Dataset records:
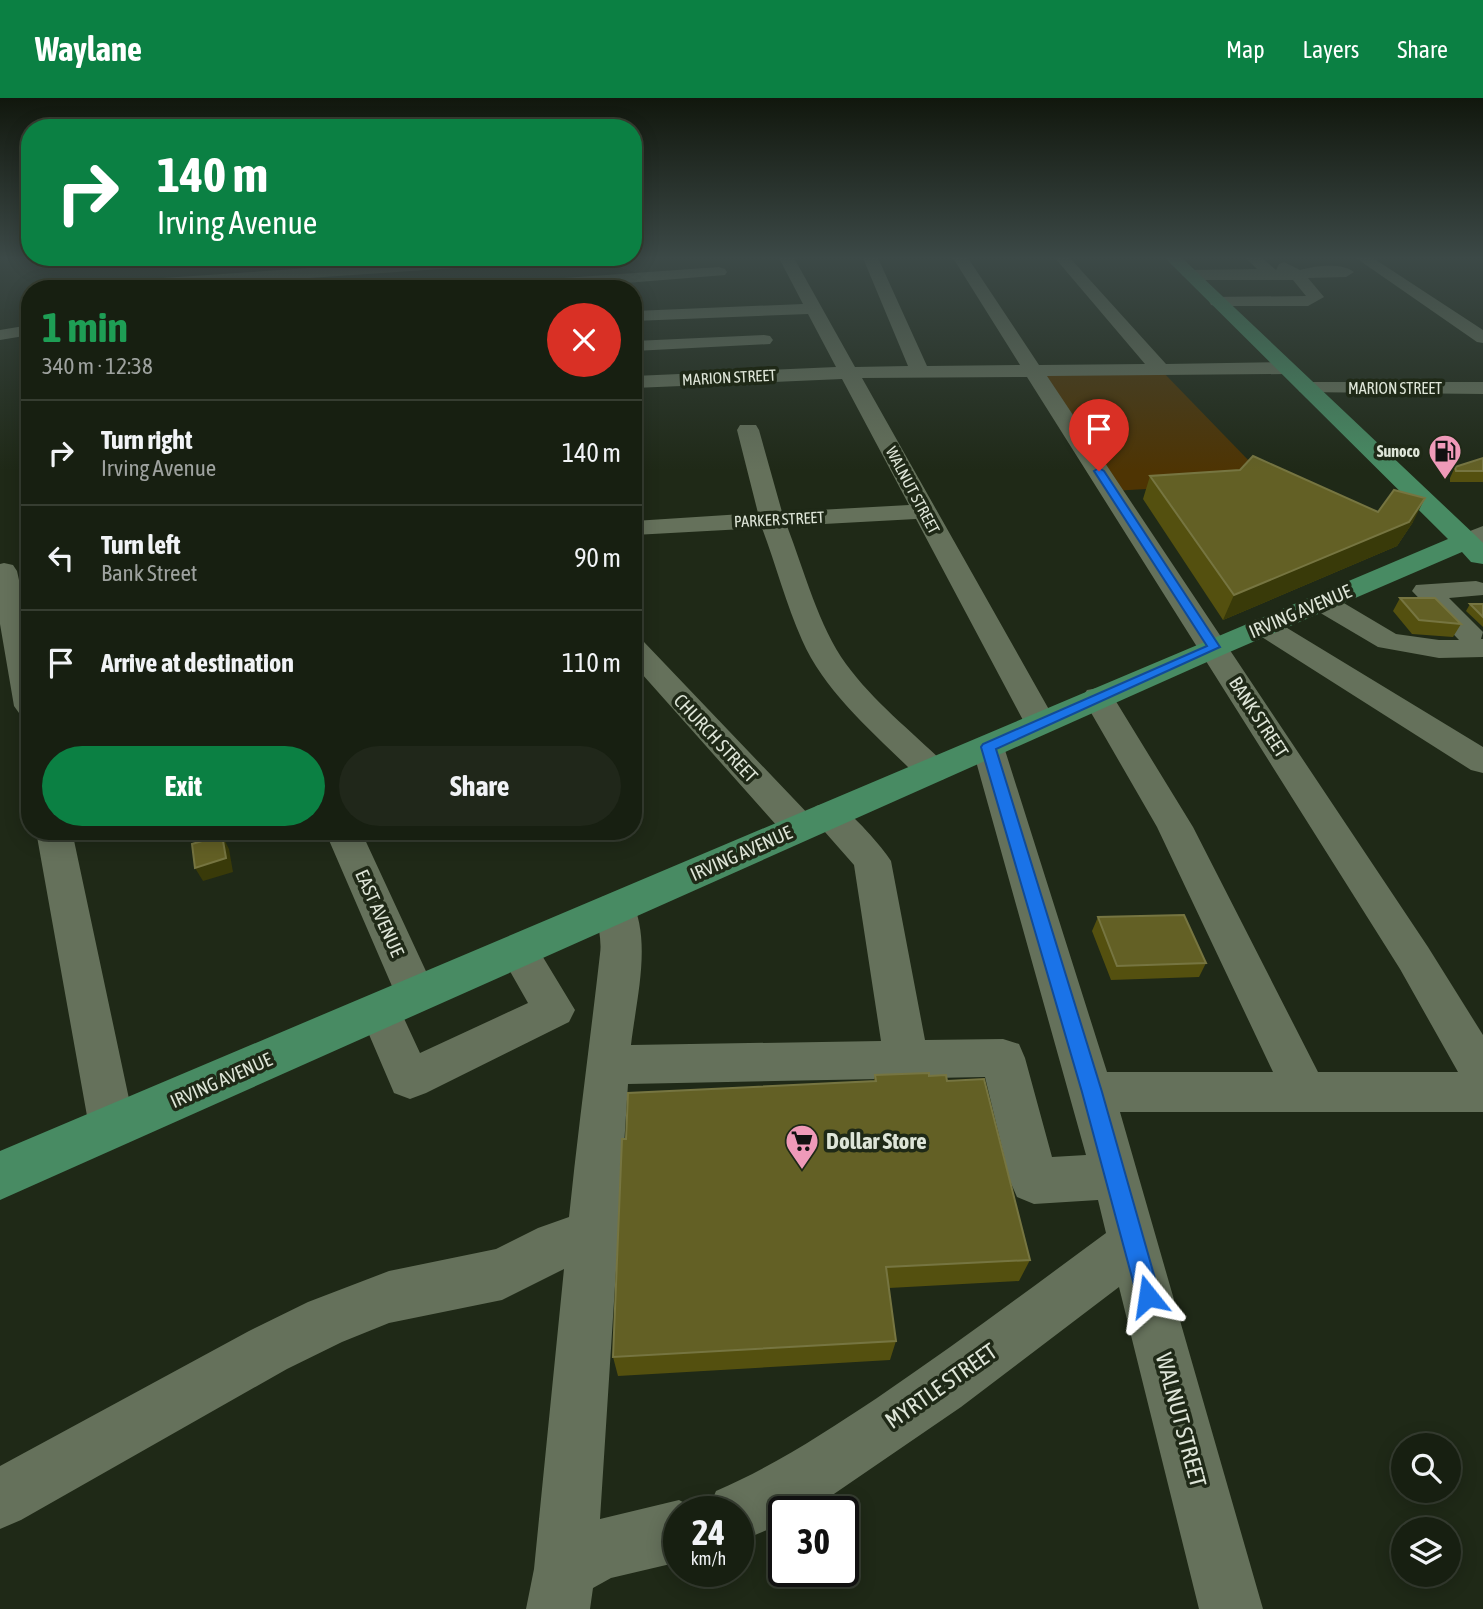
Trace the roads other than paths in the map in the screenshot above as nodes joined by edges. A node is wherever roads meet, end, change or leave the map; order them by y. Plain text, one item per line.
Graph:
1 (825, 329) edge
2 (901, 329) edge
3 (1006, 329) edge
4 (1124, 329) edge
5 (1245, 329) edge
6 (21, 332) edge
7 (0, 335) edge
8 (764, 340) dead end
9 (642, 346) edge
10 (1286, 368) junction
11 (1161, 370) junction
12 (920, 371) junction
13 (1034, 371) junction
14 (849, 372) junction
15 (642, 382) edge
16 (1307, 388) junction
17 (1483, 388) edge
18 (748, 430) dead end
19 (924, 511) junction
20 (772, 520) junction
21 (642, 527) edge
22 (1477, 544) edge
23 (11, 570) edge
24 (1390, 573) junction
25 (1426, 591) junction
26 (1481, 591) edge
27 (1322, 602) junction
28 (1264, 626) junction
29 (21, 642) edge
30 (1214, 647) junction
31 (1483, 647) edge
32 (642, 656) edge
33 (1098, 697) junction
34 (1040, 722) junction
35 (988, 747) junction
36 (1483, 762) edge
37 (932, 771) junction
38 (813, 821) junction
39 (56, 840) edge
40 (346, 840) edge
41 (616, 907) junction
42 (518, 950) junction
43 (398, 1003) junction
44 (906, 1059) junction
45 (607, 1065) junction
46 (1483, 1074) edge
47 (1092, 1092) junction
48 (1305, 1092) junction
49 (1483, 1092) edge
50 (112, 1127) junction
51 (0, 1176) edge
52 (1116, 1176) junction
53 (593, 1235) junction
54 (1135, 1244) junction
55 (0, 1499) edge
56 (754, 1504) edge
57 (663, 1535) edge
58 (561, 1589) edge
59 (1231, 1609) edge

1 - 14 street, WALNUT STREET
2 - 12 street
3 - 13 street, BANK STREET
4 - 11 street
5 - 10 main road
6 - 7 street
8 - 9 street
10 - 11 street, MARION STREET
10 - 16 main road
11 - 13 street, MARION STREET
12 - 13 street, MARION STREET
12 - 14 street, MARION STREET
13 - 30 street, BANK STREET
14 - 15 street, MARION STREET
14 - 19 street, WALNUT STREET
16 - 17 street, MARION STREET
16 - 22 main road
18 - 20 street
19 - 20 street, PARKER STREET
19 - 34 street, WALNUT STREET
20 - 21 street, PARKER STREET
20 - 37 street
22 - 24 main road, IRVING AVENUE
23 - 29 street
24 - 25 street
24 - 27 main road, IRVING AVENUE
25 - 26 street
25 - 31 street
27 - 28 main road, IRVING AVENUE
27 - 31 street
28 - 30 main road, IRVING AVENUE
28 - 36 street
30 - 33 main road, IRVING AVENUE
30 - 46 street, BANK STREET
32 - 38 street, CHURCH STREET
33 - 34 main road, IRVING AVENUE
33 - 48 street
34 - 35 main road, IRVING AVENUE
35 - 37 main road, IRVING AVENUE
35 - 47 street, WALNUT STREET
37 - 38 main road, IRVING AVENUE
38 - 41 main road, IRVING AVENUE
38 - 44 street, CHURCH STREET
39 - 50 street
40 - 43 street, EAST AVENUE
41 - 42 main road, IRVING AVENUE
41 - 45 street
42 - 43 main road, IRVING AVENUE
42 - 43 street, EAST AVENUE
43 - 50 main road, IRVING AVENUE
44 - 45 street
44 - 52 street
45 - 53 street
47 - 48 street
47 - 52 street, WALNUT STREET
48 - 49 street
50 - 51 main road, IRVING AVENUE
52 - 54 street, WALNUT STREET
53 - 55 street
53 - 58 street
54 - 56 street, MYRTLE STREET
54 - 59 street, WALNUT STREET
57 - 58 street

Action item: The material above must be printed exactly, with its pictures left out.

Output for this task:
Trace the roads other than paths in the map in the screenshot above as nodes joined by edges. A node is wherever roads meet, end, change or leave the map; order them by y. Plain text, one item per line.
Graph:
1 (825, 329) edge
2 (901, 329) edge
3 (1006, 329) edge
4 (1124, 329) edge
5 (1245, 329) edge
6 (21, 332) edge
7 (0, 335) edge
8 (764, 340) dead end
9 (642, 346) edge
10 (1286, 368) junction
11 (1161, 370) junction
12 (920, 371) junction
13 (1034, 371) junction
14 (849, 372) junction
15 (642, 382) edge
16 (1307, 388) junction
17 (1483, 388) edge
18 (748, 430) dead end
19 (924, 511) junction
20 (772, 520) junction
21 (642, 527) edge
22 (1477, 544) edge
23 (11, 570) edge
24 (1390, 573) junction
25 (1426, 591) junction
26 (1481, 591) edge
27 (1322, 602) junction
28 (1264, 626) junction
29 (21, 642) edge
30 (1214, 647) junction
31 (1483, 647) edge
32 (642, 656) edge
33 (1098, 697) junction
34 (1040, 722) junction
35 (988, 747) junction
36 (1483, 762) edge
37 (932, 771) junction
38 (813, 821) junction
39 (56, 840) edge
40 (346, 840) edge
41 (616, 907) junction
42 (518, 950) junction
43 (398, 1003) junction
44 (906, 1059) junction
45 (607, 1065) junction
46 (1483, 1074) edge
47 (1092, 1092) junction
48 (1305, 1092) junction
49 (1483, 1092) edge
50 (112, 1127) junction
51 (0, 1176) edge
52 (1116, 1176) junction
53 (593, 1235) junction
54 (1135, 1244) junction
55 (0, 1499) edge
56 (754, 1504) edge
57 (663, 1535) edge
58 (561, 1589) edge
59 (1231, 1609) edge

1 - 14 street, WALNUT STREET
2 - 12 street
3 - 13 street, BANK STREET
4 - 11 street
5 - 10 main road
6 - 7 street
8 - 9 street
10 - 11 street, MARION STREET
10 - 16 main road
11 - 13 street, MARION STREET
12 - 13 street, MARION STREET
12 - 14 street, MARION STREET
13 - 30 street, BANK STREET
14 - 15 street, MARION STREET
14 - 19 street, WALNUT STREET
16 - 17 street, MARION STREET
16 - 22 main road
18 - 20 street
19 - 20 street, PARKER STREET
19 - 34 street, WALNUT STREET
20 - 21 street, PARKER STREET
20 - 37 street
22 - 24 main road, IRVING AVENUE
23 - 29 street
24 - 25 street
24 - 27 main road, IRVING AVENUE
25 - 26 street
25 - 31 street
27 - 28 main road, IRVING AVENUE
27 - 31 street
28 - 30 main road, IRVING AVENUE
28 - 36 street
30 - 33 main road, IRVING AVENUE
30 - 46 street, BANK STREET
32 - 38 street, CHURCH STREET
33 - 34 main road, IRVING AVENUE
33 - 48 street
34 - 35 main road, IRVING AVENUE
35 - 37 main road, IRVING AVENUE
35 - 47 street, WALNUT STREET
37 - 38 main road, IRVING AVENUE
38 - 41 main road, IRVING AVENUE
38 - 44 street, CHURCH STREET
39 - 50 street
40 - 43 street, EAST AVENUE
41 - 42 main road, IRVING AVENUE
41 - 45 street
42 - 43 main road, IRVING AVENUE
42 - 43 street, EAST AVENUE
43 - 50 main road, IRVING AVENUE
44 - 45 street
44 - 52 street
45 - 53 street
47 - 48 street
47 - 52 street, WALNUT STREET
48 - 49 street
50 - 51 main road, IRVING AVENUE
52 - 54 street, WALNUT STREET
53 - 55 street
53 - 58 street
54 - 56 street, MYRTLE STREET
54 - 59 street, WALNUT STREET
57 - 58 street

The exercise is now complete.